Bring forward screening for the early diagnosis of colorectal cancer by 5 years, from 50 to 45, through the search for occult blood in the feces. The proposal comes from Italian oncologists traveling to Chicago for the Congress of the American Society of Clinical Oncology (Asco).
“As highlighted by a study published in ‘Annals of Oncology’ – underlines Saverio Cinieri, president of the Aiom Foundation (Italian Association of Medical Oncology) – in 2024 the mortality rate for colorectal cancer among young people (25-49 years) in Italy will increase by 1.5% in men and by 2.6% in women compared to the period 2015-2019. However, in the age group between 50 and 69 years, included in the current colorectal screening programme, in 2024, a decrease in deaths of 15% in men and 16% in women is expected. Bringing forward the screening age for this neoplasm, therefore no longer starting from 50 years of age, but from 45, would allow more lives to be saved. “.
Even in the United States, oncologists point out, colorectal cancer is becoming increasingly widespread in the under 50s: at the end of the 1990s it was the fourth cause of death from cancer in both men and younger women, today it is the first in men and the second in women.
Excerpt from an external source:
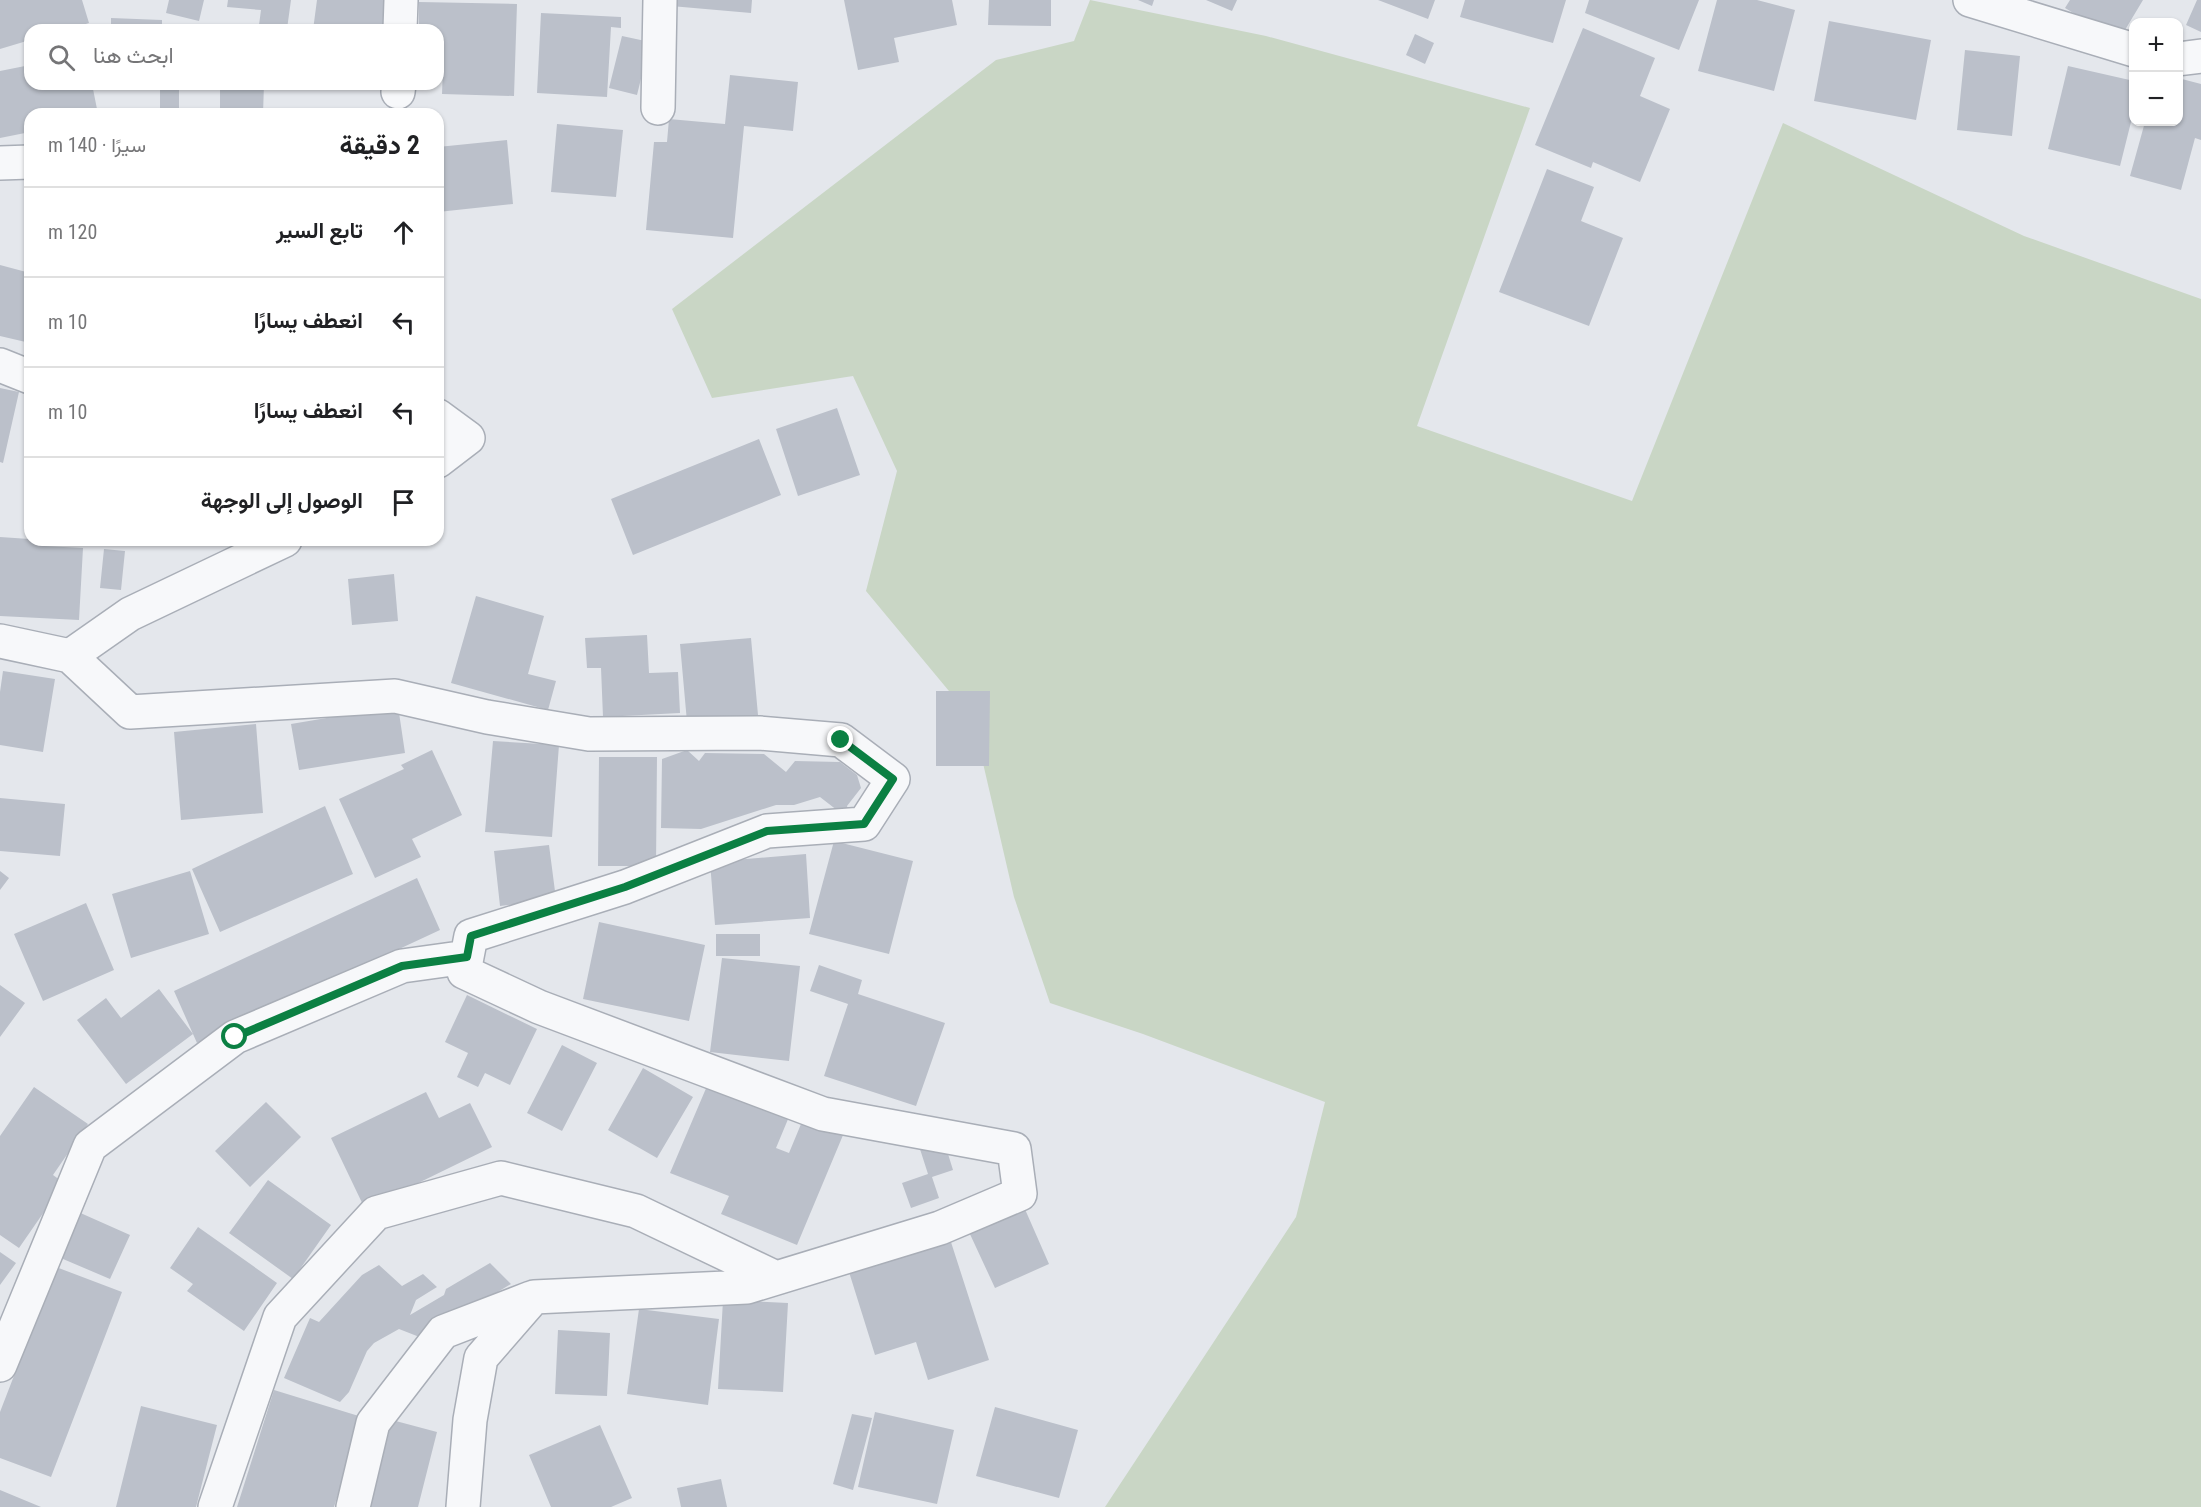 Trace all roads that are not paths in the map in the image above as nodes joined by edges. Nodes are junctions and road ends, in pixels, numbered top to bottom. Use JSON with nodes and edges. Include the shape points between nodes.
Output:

It is no coincidence that “the new recommendations of the US Preventive Services Task Force have lowered the starting age of screening for colorectal cancer to 45 years”, remarks Cinieri who suggests following the example. “This secondary prevention program – he recalls – is able to identify, in addition to the presence of a tumor in asymptomatic people, also adenomas, i.e. polyps, potentially capable of transforming into cancer”.